Let's add a coupla more methods to our repo:

class UserRepository {

    private $dataSource;

    public function __construct($dataSource) {
        $this->dataSource = $dataSource;
    }

    public function getById($id) {
        $userAsJson = $this->dataSource->getById($id);

        $rawUser = json_decode($userAsJson);
        $user = new User($rawUser->id, $rawUser->firstName, $rawUser->lastName);

        return $user;
    }

    public function getByFilters($filters) {
        $usersAsJson = $this->dataSource->getByFilters($filters);

        $rawUsers = json_decode($usersAsJson);
        $users = array_map(function($rawUser){
            return new User($rawUser->id, $rawUser->firstName, $rawUser->lastName);
        }, $rawUsers);

        return $users;
    }

    public function create($firstName, $lastName){
        $rawNewUser = json_decode($this->dataSource->create($firstName, $lastName));
        return new User($rawNewUser->id, $rawNewUser->firstName, $rawNewUser->lastName);
    }
}

We have two new methods: getByFilters() and create().
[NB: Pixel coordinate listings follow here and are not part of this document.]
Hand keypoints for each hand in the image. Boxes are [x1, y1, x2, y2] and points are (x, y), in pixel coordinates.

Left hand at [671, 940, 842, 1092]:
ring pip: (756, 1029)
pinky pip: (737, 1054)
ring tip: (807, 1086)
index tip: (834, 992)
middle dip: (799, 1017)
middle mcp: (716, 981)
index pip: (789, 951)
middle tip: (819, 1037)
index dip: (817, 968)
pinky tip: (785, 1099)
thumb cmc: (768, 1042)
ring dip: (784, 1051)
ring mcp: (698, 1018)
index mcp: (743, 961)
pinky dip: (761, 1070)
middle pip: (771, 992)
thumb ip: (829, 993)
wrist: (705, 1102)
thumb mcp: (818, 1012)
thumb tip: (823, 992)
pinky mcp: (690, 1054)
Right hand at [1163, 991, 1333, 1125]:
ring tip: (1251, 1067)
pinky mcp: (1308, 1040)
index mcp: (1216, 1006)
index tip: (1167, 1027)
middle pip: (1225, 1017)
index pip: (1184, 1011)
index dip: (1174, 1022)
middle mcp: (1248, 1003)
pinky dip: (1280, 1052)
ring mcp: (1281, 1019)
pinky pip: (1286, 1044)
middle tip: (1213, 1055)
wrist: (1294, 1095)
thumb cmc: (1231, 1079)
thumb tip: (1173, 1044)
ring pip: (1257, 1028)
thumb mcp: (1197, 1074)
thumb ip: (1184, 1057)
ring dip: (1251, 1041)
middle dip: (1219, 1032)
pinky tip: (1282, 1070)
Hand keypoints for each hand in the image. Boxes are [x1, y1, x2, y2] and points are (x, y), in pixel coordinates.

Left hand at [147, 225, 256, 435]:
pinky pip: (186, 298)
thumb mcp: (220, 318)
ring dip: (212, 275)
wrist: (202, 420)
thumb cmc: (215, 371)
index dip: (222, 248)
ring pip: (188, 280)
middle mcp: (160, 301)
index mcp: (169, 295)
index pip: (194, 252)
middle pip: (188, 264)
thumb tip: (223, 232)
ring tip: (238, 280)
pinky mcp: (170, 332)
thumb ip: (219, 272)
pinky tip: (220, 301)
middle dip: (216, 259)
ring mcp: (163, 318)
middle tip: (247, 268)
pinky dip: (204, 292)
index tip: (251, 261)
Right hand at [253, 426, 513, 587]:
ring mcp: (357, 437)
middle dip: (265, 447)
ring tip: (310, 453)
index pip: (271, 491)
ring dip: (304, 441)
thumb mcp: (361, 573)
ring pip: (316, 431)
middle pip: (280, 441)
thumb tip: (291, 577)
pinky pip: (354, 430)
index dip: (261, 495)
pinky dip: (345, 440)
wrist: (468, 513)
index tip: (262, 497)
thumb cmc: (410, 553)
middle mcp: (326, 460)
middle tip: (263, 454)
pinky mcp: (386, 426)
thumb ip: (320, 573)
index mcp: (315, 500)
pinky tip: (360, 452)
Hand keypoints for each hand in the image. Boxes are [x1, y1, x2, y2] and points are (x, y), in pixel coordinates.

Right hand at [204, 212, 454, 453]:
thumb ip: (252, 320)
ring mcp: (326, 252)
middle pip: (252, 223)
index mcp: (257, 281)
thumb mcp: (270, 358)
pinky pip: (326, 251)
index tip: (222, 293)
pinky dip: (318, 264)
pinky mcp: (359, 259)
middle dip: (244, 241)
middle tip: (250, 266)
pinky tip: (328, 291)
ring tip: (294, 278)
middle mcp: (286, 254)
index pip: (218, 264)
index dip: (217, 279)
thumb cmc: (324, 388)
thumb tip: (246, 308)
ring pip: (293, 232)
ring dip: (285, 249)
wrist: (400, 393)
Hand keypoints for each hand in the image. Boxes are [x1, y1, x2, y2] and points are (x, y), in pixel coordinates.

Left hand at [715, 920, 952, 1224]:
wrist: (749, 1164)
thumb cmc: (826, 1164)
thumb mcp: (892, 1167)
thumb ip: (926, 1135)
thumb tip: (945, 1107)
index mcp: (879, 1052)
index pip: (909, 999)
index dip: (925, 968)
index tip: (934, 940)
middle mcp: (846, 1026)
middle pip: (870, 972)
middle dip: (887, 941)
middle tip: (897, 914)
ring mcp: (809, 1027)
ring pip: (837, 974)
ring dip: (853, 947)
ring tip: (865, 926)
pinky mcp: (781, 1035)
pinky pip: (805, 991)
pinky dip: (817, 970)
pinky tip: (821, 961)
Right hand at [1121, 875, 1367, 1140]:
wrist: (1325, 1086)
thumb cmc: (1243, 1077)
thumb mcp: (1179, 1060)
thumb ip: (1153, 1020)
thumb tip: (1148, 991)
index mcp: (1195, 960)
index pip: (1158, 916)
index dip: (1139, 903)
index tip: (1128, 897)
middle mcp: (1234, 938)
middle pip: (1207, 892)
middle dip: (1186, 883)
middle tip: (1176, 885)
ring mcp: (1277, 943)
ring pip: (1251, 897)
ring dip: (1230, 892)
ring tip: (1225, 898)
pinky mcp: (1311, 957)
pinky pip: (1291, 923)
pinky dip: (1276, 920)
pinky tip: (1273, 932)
Even if we don't want to log calls to those for some reason, we still need the LoggedUserRepository to implement "pass-through" methods for them:

class LoggedUserRepository {

    private $repository;
    private $loggerService;

    public function __construct($repository, $loggerService) {
        $this->repository = $repository;
        $this->loggerService = $loggerService;
    }

    public function getById($id) {
        $this->loggerService->logText("$id requested");
        $object = $this->repository->getById($id);

        return $object;
    }

    public function getByFilters($filters) {
        return $this->repository->getByFilters($filters);
    }

    public function create($firstName, $lastName) {
        return $this->repository->create($firstName, $lastName);
    }

}


See how we still need methods for getByFilters and create? Suck. I mean it's not a huge amount of code, but given the LoggedUserRepository doesn't actually wanna log those methods, they're out of place.